* _WHAT YOU WILL DO_
Copy each line in the data that includes the word "highway".

* _THE DATA_
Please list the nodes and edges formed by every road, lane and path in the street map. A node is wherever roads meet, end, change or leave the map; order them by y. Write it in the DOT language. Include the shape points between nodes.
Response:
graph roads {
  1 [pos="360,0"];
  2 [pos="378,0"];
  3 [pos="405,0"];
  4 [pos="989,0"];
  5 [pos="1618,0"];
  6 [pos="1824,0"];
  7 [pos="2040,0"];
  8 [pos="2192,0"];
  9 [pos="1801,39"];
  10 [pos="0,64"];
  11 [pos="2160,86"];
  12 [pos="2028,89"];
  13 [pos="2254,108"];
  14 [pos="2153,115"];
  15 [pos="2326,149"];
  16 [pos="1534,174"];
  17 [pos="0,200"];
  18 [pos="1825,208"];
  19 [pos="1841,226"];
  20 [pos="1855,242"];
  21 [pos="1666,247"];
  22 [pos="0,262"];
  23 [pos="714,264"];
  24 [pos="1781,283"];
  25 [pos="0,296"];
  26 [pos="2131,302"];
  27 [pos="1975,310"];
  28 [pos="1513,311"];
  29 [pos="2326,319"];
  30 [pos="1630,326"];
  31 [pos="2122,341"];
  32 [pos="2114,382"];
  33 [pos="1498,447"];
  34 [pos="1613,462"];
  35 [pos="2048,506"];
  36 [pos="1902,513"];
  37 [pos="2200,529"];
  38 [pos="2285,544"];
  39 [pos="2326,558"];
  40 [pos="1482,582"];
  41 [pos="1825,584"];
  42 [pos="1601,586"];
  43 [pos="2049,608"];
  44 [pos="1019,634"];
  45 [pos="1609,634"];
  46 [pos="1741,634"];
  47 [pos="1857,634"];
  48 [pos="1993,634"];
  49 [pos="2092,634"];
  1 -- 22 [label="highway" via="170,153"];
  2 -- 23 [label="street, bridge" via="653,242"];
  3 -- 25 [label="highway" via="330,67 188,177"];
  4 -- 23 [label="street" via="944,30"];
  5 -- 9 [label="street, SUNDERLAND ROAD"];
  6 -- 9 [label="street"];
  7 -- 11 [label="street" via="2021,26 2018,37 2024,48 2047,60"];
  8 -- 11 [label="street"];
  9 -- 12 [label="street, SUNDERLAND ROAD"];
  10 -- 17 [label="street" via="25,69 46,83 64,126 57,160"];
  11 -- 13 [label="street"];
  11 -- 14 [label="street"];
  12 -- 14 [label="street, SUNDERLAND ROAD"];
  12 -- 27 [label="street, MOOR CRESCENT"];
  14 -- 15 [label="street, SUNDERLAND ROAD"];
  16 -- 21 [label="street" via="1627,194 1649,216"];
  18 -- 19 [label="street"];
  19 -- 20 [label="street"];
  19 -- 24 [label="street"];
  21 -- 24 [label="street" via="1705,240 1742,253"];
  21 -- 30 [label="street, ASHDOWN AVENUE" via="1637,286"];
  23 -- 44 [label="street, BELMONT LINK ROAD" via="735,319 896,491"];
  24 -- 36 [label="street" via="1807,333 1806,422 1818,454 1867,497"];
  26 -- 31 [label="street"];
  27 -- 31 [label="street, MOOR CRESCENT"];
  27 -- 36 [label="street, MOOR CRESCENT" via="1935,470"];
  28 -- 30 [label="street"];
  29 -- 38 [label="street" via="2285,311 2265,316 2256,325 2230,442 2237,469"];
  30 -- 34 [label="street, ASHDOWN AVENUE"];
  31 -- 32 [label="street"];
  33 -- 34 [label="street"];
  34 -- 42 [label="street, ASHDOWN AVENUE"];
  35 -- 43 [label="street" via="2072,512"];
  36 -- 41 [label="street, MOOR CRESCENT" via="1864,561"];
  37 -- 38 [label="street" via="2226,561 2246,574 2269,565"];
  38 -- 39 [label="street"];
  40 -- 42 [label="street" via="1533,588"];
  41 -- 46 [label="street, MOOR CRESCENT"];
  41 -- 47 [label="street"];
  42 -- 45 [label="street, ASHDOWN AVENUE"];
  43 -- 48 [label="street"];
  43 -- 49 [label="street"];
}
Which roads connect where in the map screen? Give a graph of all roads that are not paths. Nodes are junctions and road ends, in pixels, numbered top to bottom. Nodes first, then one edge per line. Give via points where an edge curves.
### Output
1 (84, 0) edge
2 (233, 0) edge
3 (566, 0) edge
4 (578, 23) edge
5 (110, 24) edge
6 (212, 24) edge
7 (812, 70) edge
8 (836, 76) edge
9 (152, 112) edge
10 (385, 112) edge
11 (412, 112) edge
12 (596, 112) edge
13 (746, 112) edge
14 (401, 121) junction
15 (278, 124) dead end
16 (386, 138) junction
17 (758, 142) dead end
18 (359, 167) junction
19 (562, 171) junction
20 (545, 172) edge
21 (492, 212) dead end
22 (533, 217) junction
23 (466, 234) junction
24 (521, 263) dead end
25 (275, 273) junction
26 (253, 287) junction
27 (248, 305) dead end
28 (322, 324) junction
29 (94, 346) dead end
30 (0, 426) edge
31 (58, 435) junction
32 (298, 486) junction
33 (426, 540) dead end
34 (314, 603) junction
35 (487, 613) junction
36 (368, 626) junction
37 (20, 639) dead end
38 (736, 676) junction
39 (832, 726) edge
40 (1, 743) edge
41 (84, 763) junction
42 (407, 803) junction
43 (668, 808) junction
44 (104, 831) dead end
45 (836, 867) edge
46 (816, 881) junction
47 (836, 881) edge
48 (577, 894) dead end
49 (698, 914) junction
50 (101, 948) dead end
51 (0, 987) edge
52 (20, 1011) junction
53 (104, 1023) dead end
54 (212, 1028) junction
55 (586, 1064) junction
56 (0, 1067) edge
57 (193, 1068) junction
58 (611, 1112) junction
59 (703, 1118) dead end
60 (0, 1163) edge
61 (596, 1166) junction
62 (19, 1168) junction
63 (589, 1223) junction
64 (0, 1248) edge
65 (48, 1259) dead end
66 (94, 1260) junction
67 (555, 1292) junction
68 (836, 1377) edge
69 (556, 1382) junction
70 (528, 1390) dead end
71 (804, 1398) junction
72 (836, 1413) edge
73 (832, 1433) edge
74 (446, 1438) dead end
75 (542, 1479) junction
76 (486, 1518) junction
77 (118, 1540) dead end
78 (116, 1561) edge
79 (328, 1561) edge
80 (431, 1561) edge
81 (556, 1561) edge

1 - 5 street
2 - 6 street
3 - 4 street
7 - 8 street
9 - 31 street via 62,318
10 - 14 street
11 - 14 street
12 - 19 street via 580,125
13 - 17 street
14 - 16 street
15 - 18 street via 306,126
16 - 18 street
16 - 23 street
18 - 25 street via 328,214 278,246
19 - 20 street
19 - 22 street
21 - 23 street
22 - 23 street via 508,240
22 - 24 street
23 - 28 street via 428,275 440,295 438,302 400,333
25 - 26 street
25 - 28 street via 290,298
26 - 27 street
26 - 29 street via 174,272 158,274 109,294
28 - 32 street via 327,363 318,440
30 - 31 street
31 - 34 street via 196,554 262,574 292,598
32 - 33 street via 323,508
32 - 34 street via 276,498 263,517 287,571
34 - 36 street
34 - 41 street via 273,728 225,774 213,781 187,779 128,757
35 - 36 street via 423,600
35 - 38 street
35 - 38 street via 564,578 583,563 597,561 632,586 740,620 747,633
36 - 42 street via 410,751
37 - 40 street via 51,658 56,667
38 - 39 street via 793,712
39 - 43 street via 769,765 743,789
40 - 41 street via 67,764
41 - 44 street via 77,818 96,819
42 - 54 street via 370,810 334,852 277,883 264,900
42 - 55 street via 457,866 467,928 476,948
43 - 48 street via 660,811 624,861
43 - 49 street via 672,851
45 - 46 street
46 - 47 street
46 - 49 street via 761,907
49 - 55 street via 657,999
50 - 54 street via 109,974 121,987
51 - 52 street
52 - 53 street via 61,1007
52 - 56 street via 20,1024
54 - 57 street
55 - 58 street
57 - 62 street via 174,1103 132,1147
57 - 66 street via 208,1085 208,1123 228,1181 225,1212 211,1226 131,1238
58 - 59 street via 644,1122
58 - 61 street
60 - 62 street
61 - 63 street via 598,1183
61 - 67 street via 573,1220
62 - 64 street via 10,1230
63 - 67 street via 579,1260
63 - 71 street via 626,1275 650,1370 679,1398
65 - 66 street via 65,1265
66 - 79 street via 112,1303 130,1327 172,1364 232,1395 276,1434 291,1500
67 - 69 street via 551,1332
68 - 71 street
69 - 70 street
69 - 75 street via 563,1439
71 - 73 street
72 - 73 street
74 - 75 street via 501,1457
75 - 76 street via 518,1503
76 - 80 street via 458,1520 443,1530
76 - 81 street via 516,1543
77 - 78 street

* _FINISHED TASK_
  1 -- 22 [label="highway" via="170,153"];
  3 -- 25 [label="highway" via="330,67 188,177"];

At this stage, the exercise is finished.